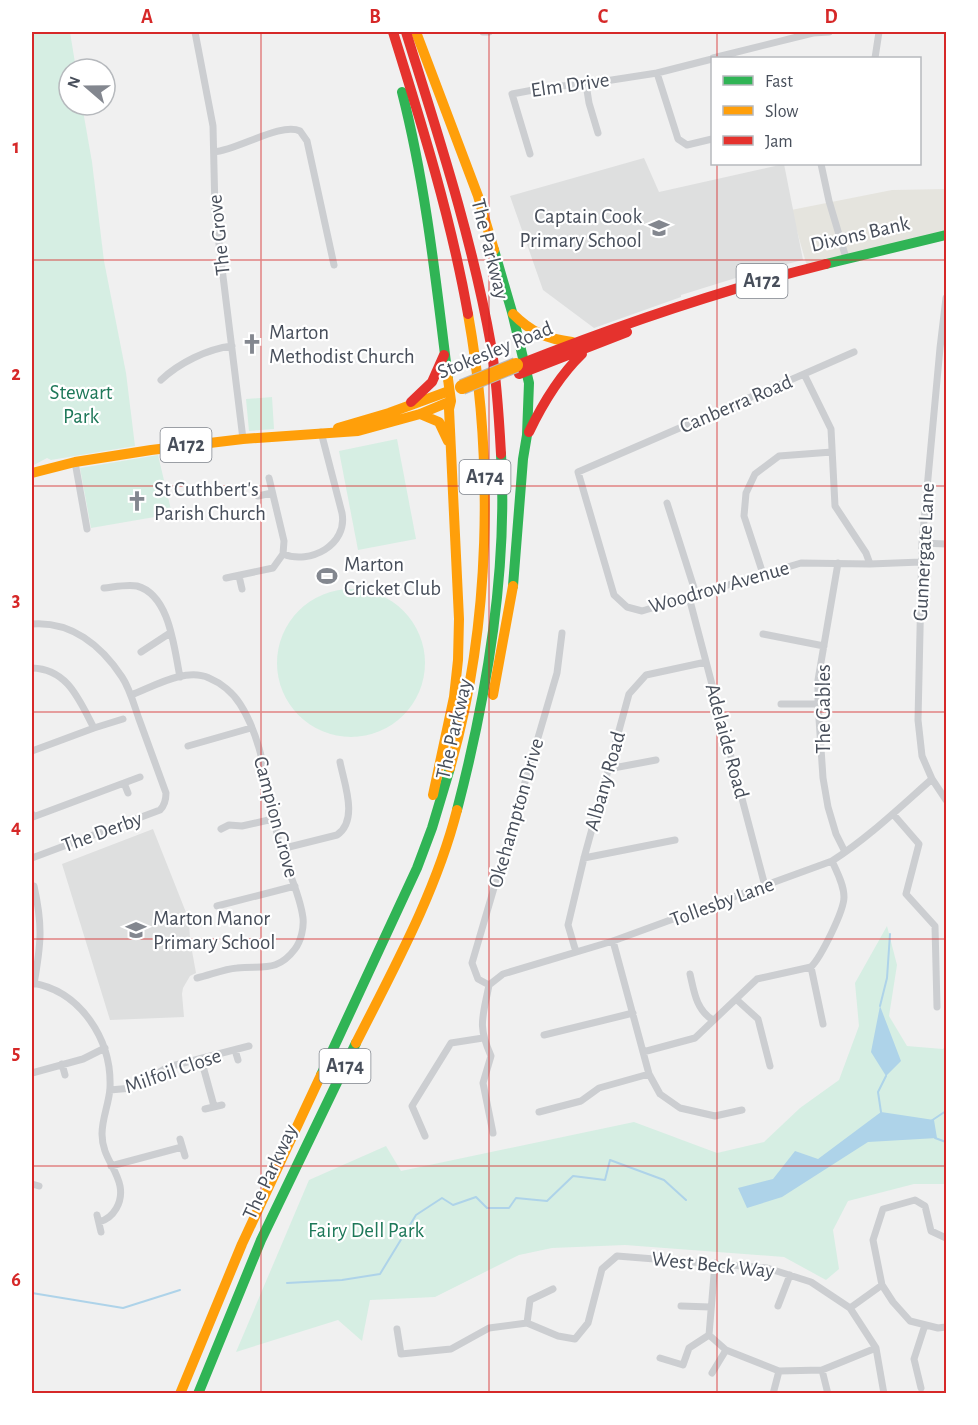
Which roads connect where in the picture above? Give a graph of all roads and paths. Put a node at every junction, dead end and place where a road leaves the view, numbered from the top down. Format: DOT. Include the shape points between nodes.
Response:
graph roads {
  1 [pos="195,32"];
  2 [pos="386,32"];
  3 [pos="393,32"];
  4 [pos="406,32"];
  5 [pos="416,32"];
  6 [pos="483,32"];
  7 [pos="489,32"];
  8 [pos="829,32"];
  9 [pos="879,32"];
  10 [pos="717,57"];
  11 [pos="875,57"];
  12 [pos="711,59"];
  13 [pos="657,73"];
  14 [pos="586,84"];
  15 [pos="598,133"];
  16 [pos="711,139"];
  17 [pos="214,152"];
  18 [pos="530,154"];
  19 [pos="821,165"];
  20 [pos="946,235"];
  21 [pos="846,258"];
  22 [pos="334,264"];
  23 [pos="946,298"];
  24 [pos="512,312"];
  25 [pos="604,337"];
  26 [pos="573,342"];
  27 [pos="232,346"];
  28 [pos="588,348"];
  29 [pos="854,352"];
  30 [pos="444,353"];
  31 [pos="521,368"];
  32 [pos="804,374"];
  33 [pos="161,380"];
  34 [pos="456,393"];
  35 [pos="404,408"];
  36 [pos="420,414"];
  37 [pos="324,432"];
  38 [pos="527,435"];
  39 [pos="243,439"];
  40 [pos="451,449"];
  41 [pos="832,452"];
  42 [pos="75,462"];
  43 [pos="578,472"];
  44 [pos="32,473"];
  45 [pos="269,478"];
  46 [pos="272,493"];
  47 [pos="258,496"];
  48 [pos="667,503"];
  49 [pos="87,529"];
  50 [pos="922,543"];
  51 [pos="946,544"];
  52 [pos="283,554"];
  53 [pos="921,562"];
  54 [pos="838,563"];
  55 [pos="870,564"];
  56 [pos="763,574"];
  57 [pos="239,576"];
  58 [pos="226,578"];
  59 [pos="104,588"];
  60 [pos="242,590"];
  61 [pos="693,596"];
  62 [pos="32,624"];
  63 [pos="170,633"];
  64 [pos="562,633"];
  65 [pos="763,634"];
  66 [pos="824,646"];
  67 [pos="141,652"];
  68 [pos="706,662"];
  69 [pos="32,668"];
  70 [pos="180,677"];
  71 [pos="131,695"];
  72 [pos="781,704"];
  73 [pos="818,704"];
  74 [pos="123,719"];
  75 [pos="94,728"];
  76 [pos="251,728"];
  77 [pos="188,746"];
  78 [pos="32,751"];
  79 [pos="656,760"];
  80 [pos="340,762"];
  81 [pos="609,769"];
  82 [pos="140,777"];
  83 [pos="932,779"];
  84 [pos="124,783"];
  85 [pos="128,793"];
  86 [pos="946,800"];
  87 [pos="893,814"];
  88 [pos="32,816"];
  89 [pos="273,819"];
  90 [pos="221,830"];
  91 [pos="450,834"];
  92 [pos="675,840"];
  93 [pos="281,849"];
  94 [pos="845,852"];
  95 [pos="32,858"];
  96 [pos="584,858"];
  97 [pos="832,861"];
  98 [pos="34,886"];
  99 [pos="295,886"];
  100 [pos="765,886"];
  101 [pos="34,900"];
  102 [pos="217,906"];
  103 [pos="394,920"];
  104 [pos="613,941"];
  105 [pos="576,952"];
  106 [pos="811,967"];
  107 [pos="690,974"];
  108 [pos="197,978"];
  109 [pos="33,983"];
  110 [pos="489,985"];
  111 [pos="736,999"];
  112 [pos="937,1007"];
  113 [pos="633,1013"];
  114 [pos="713,1020"];
  115 [pos="823,1024"];
  116 [pos="544,1035"];
  117 [pos="483,1038"];
  118 [pos="249,1046"];
  119 [pos="105,1048"];
  120 [pos="235,1050"];
  121 [pos="643,1052"];
  122 [pos="201,1059"];
  123 [pos="238,1060"];
  124 [pos="62,1064"];
  125 [pos="770,1066"];
  126 [pos="32,1072"];
  127 [pos="649,1074"];
  128 [pos="65,1075"];
  129 [pos="110,1090"];
  130 [pos="222,1105"];
  131 [pos="214,1106"];
  132 [pos="206,1109"];
  133 [pos="742,1110"];
  134 [pos="538,1112"];
  135 [pos="493,1133"];
  136 [pos="424,1136"];
  137 [pos="180,1139"];
  138 [pos="182,1147"];
  139 [pos="184,1156"];
  140 [pos="111,1166"];
  141 [pos="101,1232"];
  142 [pos="946,1238"];
  143 [pos="715,1263"];
  144 [pos="790,1275"];
  145 [pos="882,1285"];
  146 [pos="553,1289"];
  147 [pos="681,1306"];
  148 [pos="778,1306"];
  149 [pos="710,1307"];
  150 [pos="850,1308"];
  151 [pos="527,1323"];
  152 [pos="925,1325"];
  153 [pos="946,1327"];
  154 [pos="397,1329"];
  155 [pos="709,1335"];
  156 [pos="876,1348"];
  157 [pos="726,1350"];
  158 [pos="660,1358"];
  159 [pos="822,1370"];
  160 [pos="779,1371"];
  161 [pos="712,1373"];
  162 [pos="921,1388"];
  163 [pos="180,1394"];
  164 [pos="198,1394"];
  165 [pos="773,1394"];
  166 [pos="828,1394"];
  167 [pos="884,1394"];
  1 -- 17 [label="street, The Grove" via="213,126"];
  2 -- 30 [label="main road" via="419,167 438,277"];
  3 -- 103 [label="main road, The Parkway / A174" via="461,273 478,370 486,506 482,585 469,687 432,829"];
  4 -- 91 [label="main road, The Parkway / A174" via="480,290 493,359 502,462 502,549 491,656 481,713"];
  5 -- 24 [label="main road, A172" via="478,196"];
  6 -- 7 [label="street"];
  8 -- 10 [label="street, Elm Drive"];
  9 -- 11 [label="street"];
  12 -- 13 [label="street, Elm Drive"];
  13 -- 14 [label="street, Elm Drive"];
  13 -- 16 [label="street" via="678,140 687,145"];
  14 -- 15 [label="street"];
  14 -- 18 [label="street, Elm Drive" via="512,94"];
  17 -- 22 [label="street" via="227,151 288,128 300,130 308,141"];
  17 -- 27 [label="street, The Grove" via="215,211"];
  19 -- 21 [label="street"];
  20 -- 21 [label="main road, Dixons Bank / A172"];
  21 -- 25 [label="main road, Dixons Bank / A172" via="774,277"];
  23 -- 50 [label="street, Gunnergate Lane"];
  24 -- 26 [label="main road, A172" via="537,335"];
  24 -- 31 [label="main road, A172"];
  25 -- 26 [label="main road, Stokesley Road / A172"];
  25 -- 28 [label="main road, A172"];
  26 -- 31 [label="main road, Stokesley Road / A172"];
  27 -- 33 [label="street" via="198,356"];
  27 -- 39 [label="street, The Grove"];
  28 -- 31 [label="main road, A172"];
  28 -- 38 [label="main road, A174" via="563,374"];
  29 -- 32 [label="street"];
  30 -- 34 [label="main road"];
  30 -- 35 [label="main road" via="433,382"];
  31 -- 34 [label="main road, Stokesley Road / A172"];
  31 -- 38 [label="main road, A174" via="529,382"];
  32 -- 41 [label="street, Canberra Road" via="831,429"];
  32 -- 43 [label="street, Canberra Road"];
  34 -- 35 [label="main road, Stokesley Road / A172"];
  34 -- 36 [label="main road, Stokesley Road / A172"];
  34 -- 40 [label="main road"];
  35 -- 37 [label="main road, Stokesley Road / A172"];
  36 -- 37 [label="main road, Stokesley Road / A172" via="358,431"];
  36 -- 40 [label="main road" via="439,422"];
  37 -- 39 [label="main road, Stokesley Road / A172"];
  37 -- 52 [label="street" via="342,513 341,532 332,546 322,551 300,558"];
  38 -- 91 [label="main road, A174" via="508,623 469,789"];
  39 -- 42 [label="main road, Stokesley Road / A172"];
  40 -- 103 [label="main road" via="459,619 454,697 428,815"];
  41 -- 55 [label="street, Canberra Road" via="835,506"];
  41 -- 56 [label="street" via="779,456 755,474 746,493 744,516"];
  42 -- 44 [label="main road, Stokesley Road / A172"];
  42 -- 49 [label="street"];
  43 -- 61 [label="street, Woodrow Avenue" via="614,595 627,607 642,611"];
  45 -- 46 [label="street"];
  46 -- 47 [label="street"];
  46 -- 52 [label="street" via="284,541"];
  48 -- 61 [label="street, Adelaide Road"];
  50 -- 51 [label="street"];
  50 -- 53 [label="street, Gunnergate Lane"];
  52 -- 57 [label="street" via="273,568"];
  53 -- 55 [label="street, Woodrow Avenue"];
  53 -- 83 [label="street, Gunnergate Lane" via="918,738"];
  54 -- 55 [label="street, Woodrow Avenue"];
  54 -- 56 [label="street, Woodrow Avenue" via="801,563"];
  54 -- 66 [label="street, The Gables"];
  56 -- 61 [label="street, Woodrow Avenue"];
  57 -- 58 [label="street"];
  57 -- 60 [label="street"];
  59 -- 63 [label="street" via="129,585 146,590 157,598"];
  61 -- 68 [label="street, Adelaide Road"];
  62 -- 71 [label="street" via="61,627 87,638 123,677"];
  63 -- 67 [label="street"];
  63 -- 70 [label="street"];
  64 -- 110 [label="street, Okehampton Drive" via="557,673 472,963 478,979"];
  65 -- 66 [label="street"];
  66 -- 73 [label="street, The Gables"];
  68 -- 81 [label="street, Albany Road" via="646,675 629,694"];
  68 -- 100 [label="street, Adelaide Road"];
  69 -- 75 [label="street" via="64,679"];
  70 -- 71 [label="street, Campion Grove"];
  70 -- 76 [label="street, Campion Grove" via="197,674 219,683 241,704"];
  71 -- 95 [label="street, The Derby" via="166,792 164,806"];
  72 -- 73 [label="street"];
  73 -- 94 [label="street, The Gables" via="828,807"];
  74 -- 75 [label="street"];
  75 -- 78 [label="street"];
  76 -- 77 [label="street"];
  76 -- 89 [label="street, Campion Grove" via="263,761"];
  79 -- 81 [label="street"];
  80 -- 93 [label="street" via="348,803 343,830"];
  81 -- 96 [label="street, Albany Road"];
  82 -- 84 [label="street"];
  83 -- 86 [label="street, Gunnergate Lane"];
  83 -- 87 [label="street, Tollesby Lane"];
  84 -- 85 [label="street"];
  84 -- 88 [label="street"];
  87 -- 94 [label="street, Tollesby Lane"];
  87 -- 112 [label="street" via="919,844 906,894 935,926"];
  89 -- 90 [label="street" via="230,825"];
  89 -- 93 [label="street, Campion Grove"];
  91 -- 164 [label="main road, The Parkway / A174" via="410,935 310,1134"];
  92 -- 96 [label="street"];
  93 -- 99 [label="street, Campion Grove"];
  94 -- 97 [label="street, Tollesby Lane"];
  96 -- 105 [label="street, Albany Road" via="568,925"];
  97 -- 100 [label="street, Tollesby Lane"];
  97 -- 106 [label="street" via="844,898"];
  98 -- 101 [label="street"];
  99 -- 102 [label="street"];
  99 -- 108 [label="street, Campion Grove" via="303,925 296,947 287,958 261,969 237,968"];
  100 -- 104 [label="street, Tollesby Lane"];
  101 -- 109 [label="street" via="41,930"];
  103 -- 163 [label="main road, The Parkway / A174" via="259,1206"];
  104 -- 105 [label="street, Tollesby Lane"];
  104 -- 113 [label="street"];
  105 -- 110 [label="street, Tollesby Lane" via="503,974"];
  106 -- 111 [label="street" via="757,979"];
  106 -- 115 [label="street"];
  107 -- 114 [label="street" via="697,1004"];
  109 -- 119 [label="street" via="78,1004"];
  110 -- 117 [label="street" via="481,1024"];
  111 -- 114 [label="street"];
  111 -- 125 [label="street" via="758,1019"];
  113 -- 116 [label="street"];
  113 -- 121 [label="street"];
  114 -- 121 [label="street" via="695,1038"];
  117 -- 135 [label="street" via="491,1056 483,1083"];
  117 -- 136 [label="street" via="450,1043 412,1106"];
  118 -- 120 [label="street, Milfoil Close"];
  119 -- 124 [label="street"];
  119 -- 129 [label="street"];
  120 -- 122 [label="street, Milfoil Close"];
  120 -- 123 [label="street, Milfoil Close"];
  121 -- 127 [label="street"];
  122 -- 129 [label="street, Milfoil Close" via="168,1068 132,1088"];
  122 -- 131 [label="street"];
  124 -- 126 [label="street"];
  124 -- 128 [label="street"];
  127 -- 133 [label="street" via="660,1094 680,1108 715,1116"];
  127 -- 134 [label="street" via="599,1088 581,1101"];
  129 -- 140 [label="street" via="102,1136"];
  130 -- 131 [label="street"];
  131 -- 132 [label="street"];
  137 -- 138 [label="street"];
  138 -- 139 [label="street"];
  138 -- 140 [label="street"];
  140 -- 141 [label="street" via="120,1187 119,1201 114,1213 98,1218"];
  142 -- 145 [label="street" via="931,1231 925,1206 915,1200 883,1209 873,1240"];
  143 -- 144 [label="street, West Beck Way" via="767,1268"];
  143 -- 149 [label="street"];
  143 -- 151 [label="street, West Beck Way" via="616,1256 602,1269 588,1323 575,1339"];
  144 -- 148 [label="street"];
  144 -- 150 [label="street, West Beck Way" via="811,1282"];
  145 -- 150 [label="street"];
  145 -- 152 [label="street" via="910,1321"];
  146 -- 151 [label="street" via="530,1300"];
  147 -- 149 [label="street"];
  149 -- 155 [label="street"];
  150 -- 156 [label="street, West Beck Way"];
  151 -- 154 [label="street" via="489,1328 452,1349 401,1354"];
  152 -- 153 [label="street"];
  152 -- 162 [label="street" via="914,1359"];
  155 -- 157 [label="street"];
  155 -- 158 [label="street" via="689,1348 683,1365"];
  156 -- 159 [label="street"];
  156 -- 167 [label="street, West Beck Way"];
  157 -- 160 [label="street"];
  157 -- 161 [label="street"];
  159 -- 160 [label="street"];
  159 -- 166 [label="street"];
  160 -- 165 [label="street"];
}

··········

Work item ▸ Go through the listing, and whenever a line contains the string "Lane", copy that line.

Result of this exercise ▸
  23 -- 50 [label="street, Gunnergate Lane"];
  50 -- 53 [label="street, Gunnergate Lane"];
  53 -- 83 [label="street, Gunnergate Lane" via="918,738"];
  83 -- 86 [label="street, Gunnergate Lane"];
  83 -- 87 [label="street, Tollesby Lane"];
  87 -- 94 [label="street, Tollesby Lane"];
  94 -- 97 [label="street, Tollesby Lane"];
  97 -- 100 [label="street, Tollesby Lane"];
  100 -- 104 [label="street, Tollesby Lane"];
  104 -- 105 [label="street, Tollesby Lane"];
  105 -- 110 [label="street, Tollesby Lane" via="503,974"];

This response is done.